** Problem details **
Copy each line below in which the string "nodes" appears.

** Study material **
----

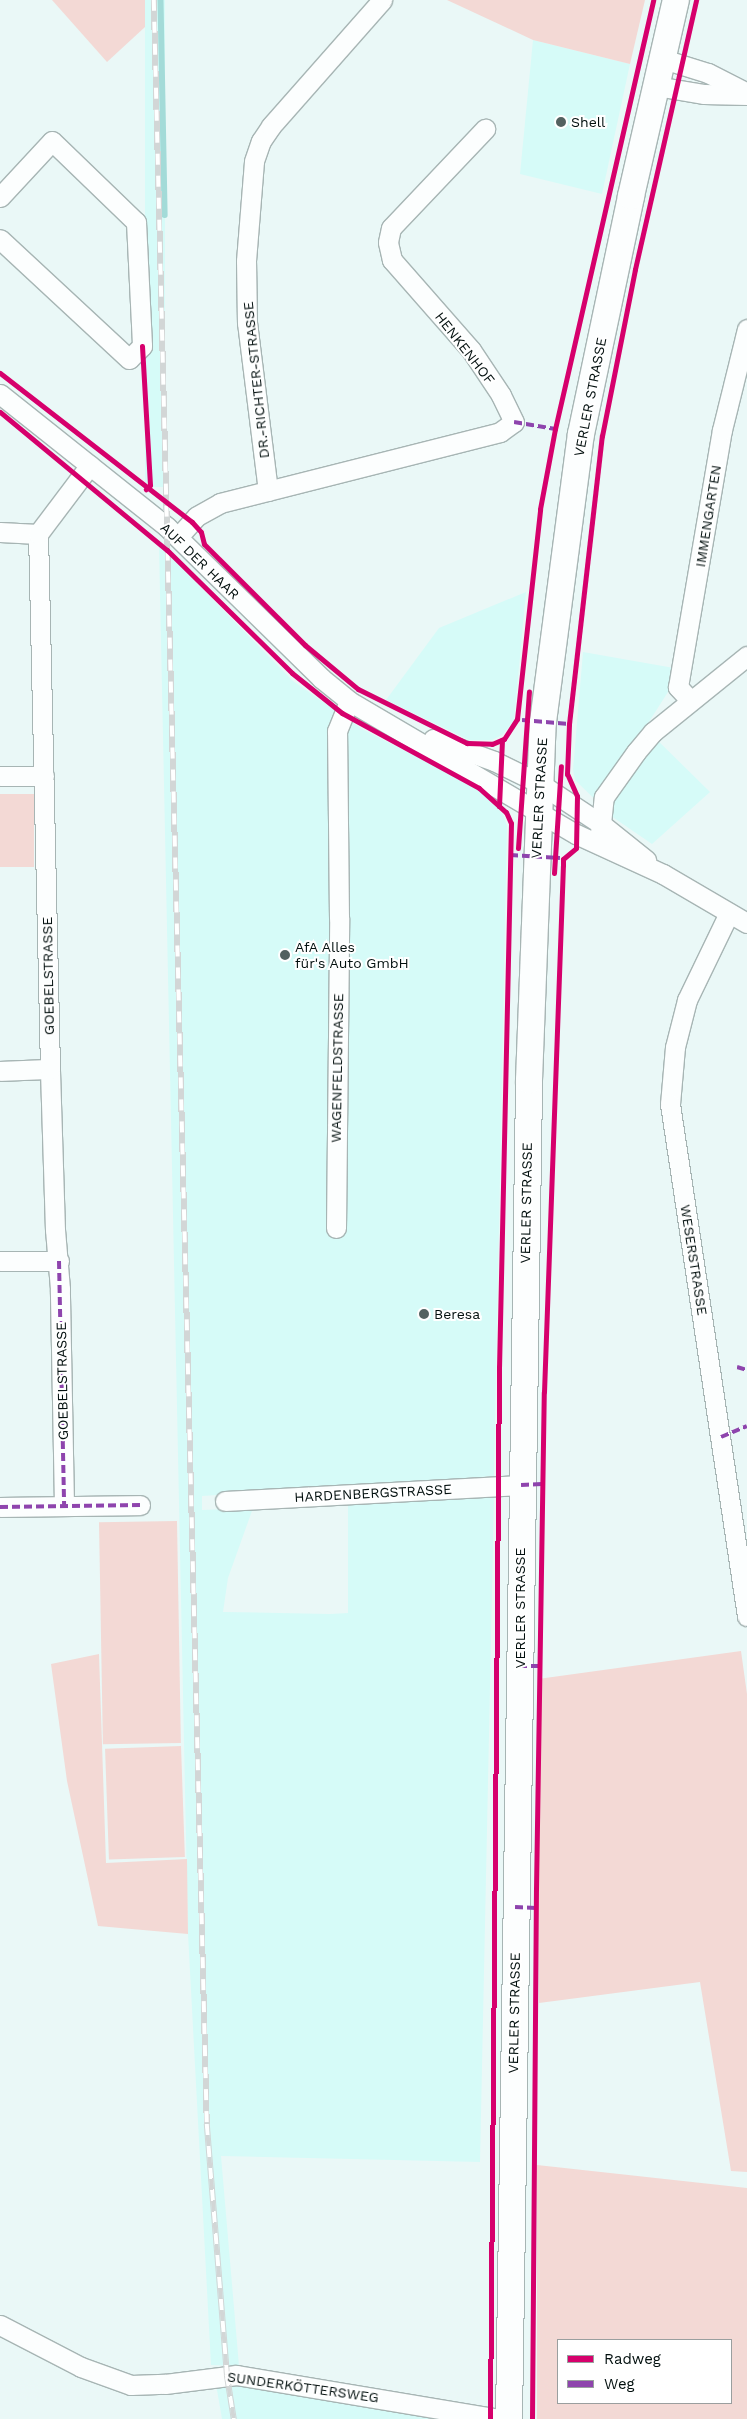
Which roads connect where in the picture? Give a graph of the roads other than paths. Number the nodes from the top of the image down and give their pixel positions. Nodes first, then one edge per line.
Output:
1 (382, 0) edge
2 (676, 0) edge
3 (663, 58) junction
4 (656, 86) junction
5 (747, 94) edge
6 (485, 129) dead end
7 (0, 197) edge
8 (0, 239) edge
9 (747, 328) edge
10 (0, 394) edge
11 (90, 465) junction
12 (268, 491) junction
13 (0, 532) edge
14 (38, 534) junction
15 (178, 537) junction
16 (747, 656) edge
17 (690, 700) junction
18 (349, 701) junction
19 (398, 728) junction
20 (0, 776) edge
21 (44, 776) junction
22 (539, 783) junction
23 (538, 812) junction
24 (601, 824) junction
25 (599, 844) junction
26 (663, 874) junction
27 (729, 913) junction
28 (747, 923) edge
29 (50, 1069) junction
30 (0, 1071) edge
31 (336, 1228) dead end
32 (0, 1261) edge
33 (59, 1261) junction
34 (521, 1485) junction
35 (225, 1501) dead end
36 (64, 1505) junction
37 (140, 1505) dead end
38 (0, 1507) edge
39 (747, 1616) edge
40 (0, 2325) edge
41 (498, 2419) edge
42 (509, 2419) edge

1 - 12 street, DR.-RICHTER-STRASSE
2 - 3 main road, VERLER STRASSE
3 - 4 main road, VERLER STRASSE
3 - 5 street
4 - 5 street
4 - 22 main road, VERLER STRASSE
6 - 12 street, HENKENHOF
7 - 8 street
9 - 17 street, IMMENGARTEN
10 - 11 street, AUF DER HAAR
11 - 14 street
11 - 15 street, AUF DER HAAR
12 - 15 street
13 - 14 street
14 - 21 street, GOEBELSTRASSE
15 - 18 street, AUF DER HAAR
16 - 17 street
17 - 24 street
18 - 19 street, AUF DER HAAR
18 - 31 street, WAGENFELDSTRASSE
19 - 22 street, AUF DER HAAR
19 - 23 street, AUF DER HAAR
20 - 21 street
21 - 29 street, GOEBELSTRASSE
22 - 23 main road, VERLER STRASSE
22 - 24 street, AUF DER HAAR
23 - 25 street, AUF DER HAAR
23 - 34 main road, VERLER STRASSE
24 - 25 street
24 - 26 street, AUF DER HAAR
25 - 26 street, AUF DER HAAR
26 - 27 street, AUF DER HAAR
27 - 28 street, AUF DER HAAR
27 - 39 street, WESERSTRASSE
29 - 30 street
29 - 33 street, GOEBELSTRASSE
32 - 33 street
33 - 36 street, GOEBELSTRASSE
34 - 35 street, HARDENBERGSTRASSE
34 - 42 main road, VERLER STRASSE
36 - 37 street
36 - 38 street
40 - 41 street, SUNDERKÖTTERSWEG

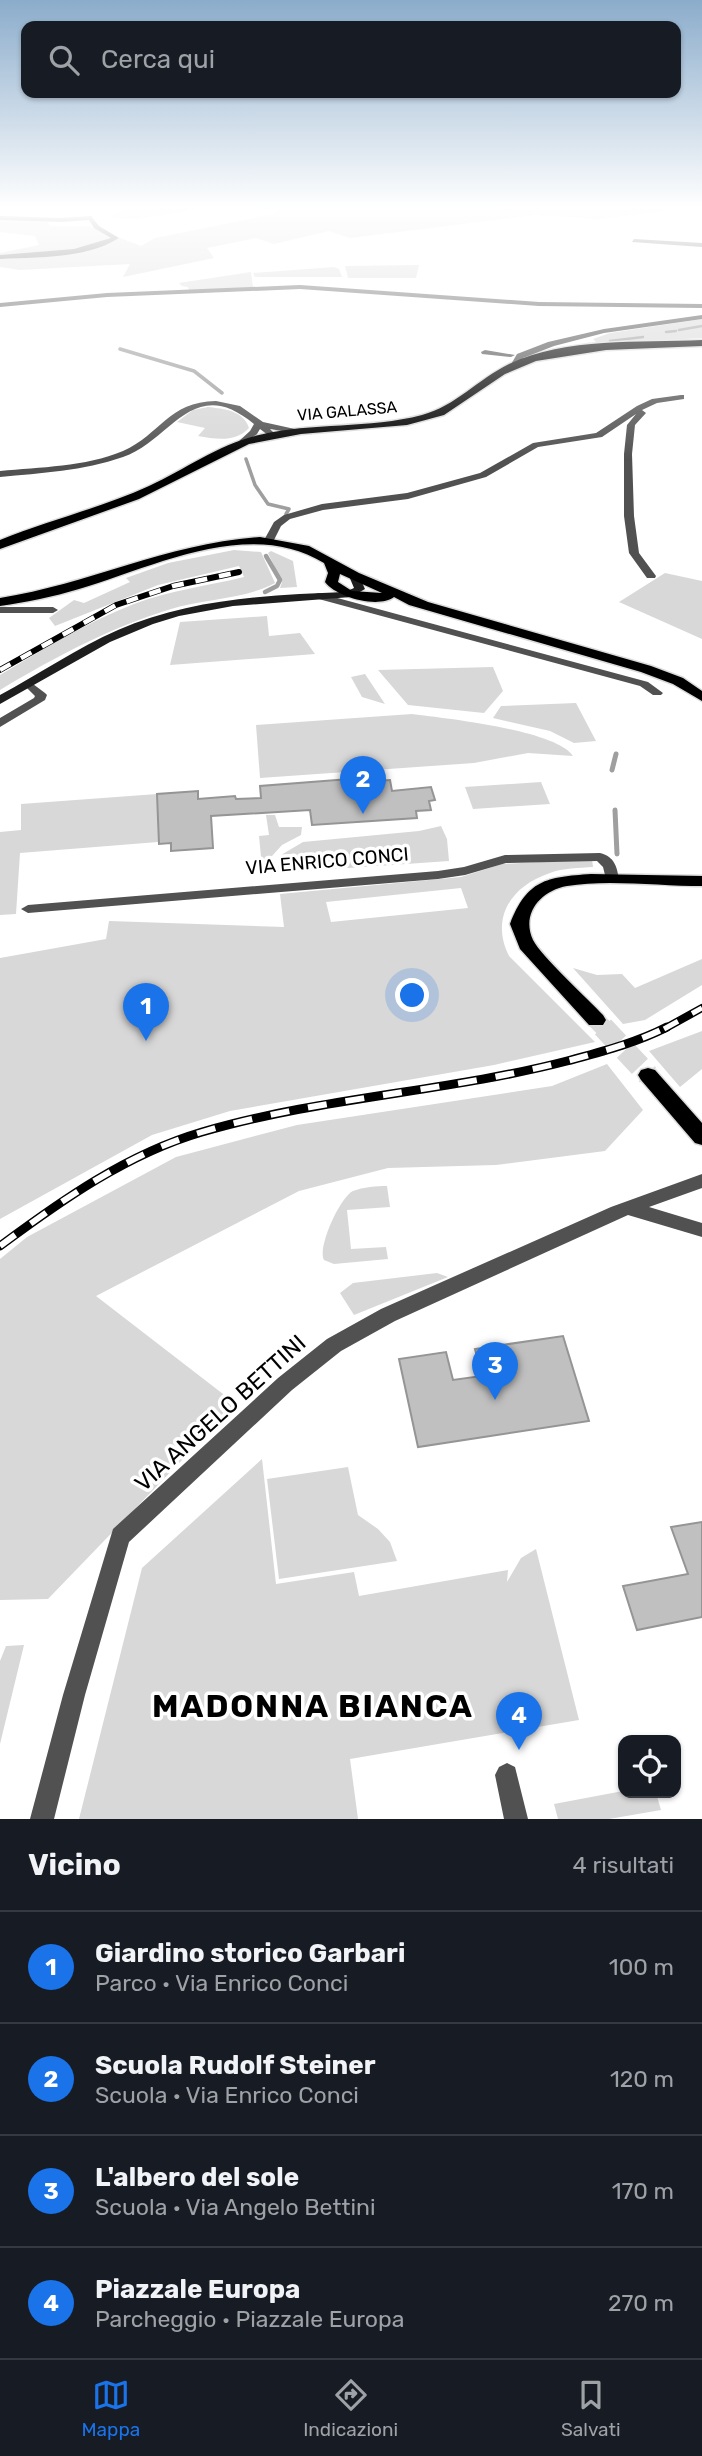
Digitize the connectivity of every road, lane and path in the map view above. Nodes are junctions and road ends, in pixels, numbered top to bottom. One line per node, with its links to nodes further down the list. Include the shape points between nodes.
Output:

----

** Answer space **
Which roads connect where in the picture? Give a graph of the roads other than paths. Number the nodes from the top of the image down and give their pixel positions. Nodes first, then one edge per line.
Digitize the connectivity of every road, lane and path in the map view above. Nodes are junctions and road ends, in pixels, numbered top to bottom. One line per node, with its links to nodes further down the list. Include the shape points between nodes.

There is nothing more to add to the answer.